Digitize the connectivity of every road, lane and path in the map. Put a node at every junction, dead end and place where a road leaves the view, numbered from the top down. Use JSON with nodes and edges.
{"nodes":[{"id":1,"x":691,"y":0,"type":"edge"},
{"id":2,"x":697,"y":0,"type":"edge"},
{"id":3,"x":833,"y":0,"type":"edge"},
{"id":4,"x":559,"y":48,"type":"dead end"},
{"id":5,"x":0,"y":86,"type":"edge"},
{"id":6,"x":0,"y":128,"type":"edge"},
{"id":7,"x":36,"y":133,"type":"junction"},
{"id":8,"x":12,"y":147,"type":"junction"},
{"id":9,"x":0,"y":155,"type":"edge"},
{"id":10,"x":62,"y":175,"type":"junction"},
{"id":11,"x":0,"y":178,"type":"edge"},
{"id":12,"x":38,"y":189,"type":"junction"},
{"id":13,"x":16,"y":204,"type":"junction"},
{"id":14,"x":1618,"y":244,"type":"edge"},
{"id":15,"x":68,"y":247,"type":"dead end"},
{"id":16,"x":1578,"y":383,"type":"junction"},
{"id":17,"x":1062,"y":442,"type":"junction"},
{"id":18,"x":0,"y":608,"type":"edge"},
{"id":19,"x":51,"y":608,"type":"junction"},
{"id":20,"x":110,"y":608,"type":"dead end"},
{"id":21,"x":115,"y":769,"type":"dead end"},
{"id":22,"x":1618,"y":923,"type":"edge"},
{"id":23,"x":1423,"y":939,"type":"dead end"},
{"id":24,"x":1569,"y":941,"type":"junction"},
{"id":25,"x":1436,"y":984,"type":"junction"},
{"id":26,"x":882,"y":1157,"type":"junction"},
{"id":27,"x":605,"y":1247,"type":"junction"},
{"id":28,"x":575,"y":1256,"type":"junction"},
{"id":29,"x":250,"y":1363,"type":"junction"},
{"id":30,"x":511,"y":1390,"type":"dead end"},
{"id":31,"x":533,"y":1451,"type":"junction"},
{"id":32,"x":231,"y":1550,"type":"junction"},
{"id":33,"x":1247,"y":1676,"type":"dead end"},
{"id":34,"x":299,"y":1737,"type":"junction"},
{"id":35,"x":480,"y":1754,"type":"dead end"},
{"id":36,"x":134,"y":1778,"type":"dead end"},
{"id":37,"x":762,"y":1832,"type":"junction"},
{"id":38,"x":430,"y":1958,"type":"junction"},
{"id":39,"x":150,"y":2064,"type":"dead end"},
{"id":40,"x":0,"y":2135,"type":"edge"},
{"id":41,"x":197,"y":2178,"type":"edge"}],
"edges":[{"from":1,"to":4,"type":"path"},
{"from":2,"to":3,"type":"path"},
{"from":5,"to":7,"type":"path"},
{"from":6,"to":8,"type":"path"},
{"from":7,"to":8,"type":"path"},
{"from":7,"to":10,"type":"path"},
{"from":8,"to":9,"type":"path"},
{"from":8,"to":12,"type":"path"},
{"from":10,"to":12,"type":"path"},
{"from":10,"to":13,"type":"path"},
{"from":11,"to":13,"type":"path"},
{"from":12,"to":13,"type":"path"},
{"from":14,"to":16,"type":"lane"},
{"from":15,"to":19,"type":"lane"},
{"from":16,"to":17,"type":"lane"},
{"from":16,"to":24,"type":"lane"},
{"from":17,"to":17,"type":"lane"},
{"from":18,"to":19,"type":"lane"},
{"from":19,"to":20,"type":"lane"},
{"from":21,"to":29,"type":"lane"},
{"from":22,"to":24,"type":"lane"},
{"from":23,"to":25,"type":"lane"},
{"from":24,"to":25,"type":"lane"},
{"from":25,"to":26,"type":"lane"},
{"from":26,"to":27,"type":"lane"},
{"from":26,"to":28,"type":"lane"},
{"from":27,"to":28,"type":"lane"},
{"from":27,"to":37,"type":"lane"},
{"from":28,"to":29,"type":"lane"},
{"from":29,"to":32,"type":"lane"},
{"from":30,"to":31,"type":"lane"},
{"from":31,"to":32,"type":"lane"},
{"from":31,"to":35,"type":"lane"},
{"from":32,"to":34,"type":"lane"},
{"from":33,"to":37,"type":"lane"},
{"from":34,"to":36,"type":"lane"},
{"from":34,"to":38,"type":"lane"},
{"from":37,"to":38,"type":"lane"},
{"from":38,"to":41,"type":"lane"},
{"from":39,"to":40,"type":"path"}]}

|---|

**Activity:** Hand back the listing exactly. Include every line.

**Response to the exercise:**
Digitize the connectivity of every road, lane and path in the map. Put a node at every junction, dead end and place where a road leaves the view, numbered from the top down. Use JSON with nodes and edges.
{"nodes":[{"id":1,"x":691,"y":0,"type":"edge"},
{"id":2,"x":697,"y":0,"type":"edge"},
{"id":3,"x":833,"y":0,"type":"edge"},
{"id":4,"x":559,"y":48,"type":"dead end"},
{"id":5,"x":0,"y":86,"type":"edge"},
{"id":6,"x":0,"y":128,"type":"edge"},
{"id":7,"x":36,"y":133,"type":"junction"},
{"id":8,"x":12,"y":147,"type":"junction"},
{"id":9,"x":0,"y":155,"type":"edge"},
{"id":10,"x":62,"y":175,"type":"junction"},
{"id":11,"x":0,"y":178,"type":"edge"},
{"id":12,"x":38,"y":189,"type":"junction"},
{"id":13,"x":16,"y":204,"type":"junction"},
{"id":14,"x":1618,"y":244,"type":"edge"},
{"id":15,"x":68,"y":247,"type":"dead end"},
{"id":16,"x":1578,"y":383,"type":"junction"},
{"id":17,"x":1062,"y":442,"type":"junction"},
{"id":18,"x":0,"y":608,"type":"edge"},
{"id":19,"x":51,"y":608,"type":"junction"},
{"id":20,"x":110,"y":608,"type":"dead end"},
{"id":21,"x":115,"y":769,"type":"dead end"},
{"id":22,"x":1618,"y":923,"type":"edge"},
{"id":23,"x":1423,"y":939,"type":"dead end"},
{"id":24,"x":1569,"y":941,"type":"junction"},
{"id":25,"x":1436,"y":984,"type":"junction"},
{"id":26,"x":882,"y":1157,"type":"junction"},
{"id":27,"x":605,"y":1247,"type":"junction"},
{"id":28,"x":575,"y":1256,"type":"junction"},
{"id":29,"x":250,"y":1363,"type":"junction"},
{"id":30,"x":511,"y":1390,"type":"dead end"},
{"id":31,"x":533,"y":1451,"type":"junction"},
{"id":32,"x":231,"y":1550,"type":"junction"},
{"id":33,"x":1247,"y":1676,"type":"dead end"},
{"id":34,"x":299,"y":1737,"type":"junction"},
{"id":35,"x":480,"y":1754,"type":"dead end"},
{"id":36,"x":134,"y":1778,"type":"dead end"},
{"id":37,"x":762,"y":1832,"type":"junction"},
{"id":38,"x":430,"y":1958,"type":"junction"},
{"id":39,"x":150,"y":2064,"type":"dead end"},
{"id":40,"x":0,"y":2135,"type":"edge"},
{"id":41,"x":197,"y":2178,"type":"edge"}],
"edges":[{"from":1,"to":4,"type":"path"},
{"from":2,"to":3,"type":"path"},
{"from":5,"to":7,"type":"path"},
{"from":6,"to":8,"type":"path"},
{"from":7,"to":8,"type":"path"},
{"from":7,"to":10,"type":"path"},
{"from":8,"to":9,"type":"path"},
{"from":8,"to":12,"type":"path"},
{"from":10,"to":12,"type":"path"},
{"from":10,"to":13,"type":"path"},
{"from":11,"to":13,"type":"path"},
{"from":12,"to":13,"type":"path"},
{"from":14,"to":16,"type":"lane"},
{"from":15,"to":19,"type":"lane"},
{"from":16,"to":17,"type":"lane"},
{"from":16,"to":24,"type":"lane"},
{"from":17,"to":17,"type":"lane"},
{"from":18,"to":19,"type":"lane"},
{"from":19,"to":20,"type":"lane"},
{"from":21,"to":29,"type":"lane"},
{"from":22,"to":24,"type":"lane"},
{"from":23,"to":25,"type":"lane"},
{"from":24,"to":25,"type":"lane"},
{"from":25,"to":26,"type":"lane"},
{"from":26,"to":27,"type":"lane"},
{"from":26,"to":28,"type":"lane"},
{"from":27,"to":28,"type":"lane"},
{"from":27,"to":37,"type":"lane"},
{"from":28,"to":29,"type":"lane"},
{"from":29,"to":32,"type":"lane"},
{"from":30,"to":31,"type":"lane"},
{"from":31,"to":32,"type":"lane"},
{"from":31,"to":35,"type":"lane"},
{"from":32,"to":34,"type":"lane"},
{"from":33,"to":37,"type":"lane"},
{"from":34,"to":36,"type":"lane"},
{"from":34,"to":38,"type":"lane"},
{"from":37,"to":38,"type":"lane"},
{"from":38,"to":41,"type":"lane"},
{"from":39,"to":40,"type":"path"}]}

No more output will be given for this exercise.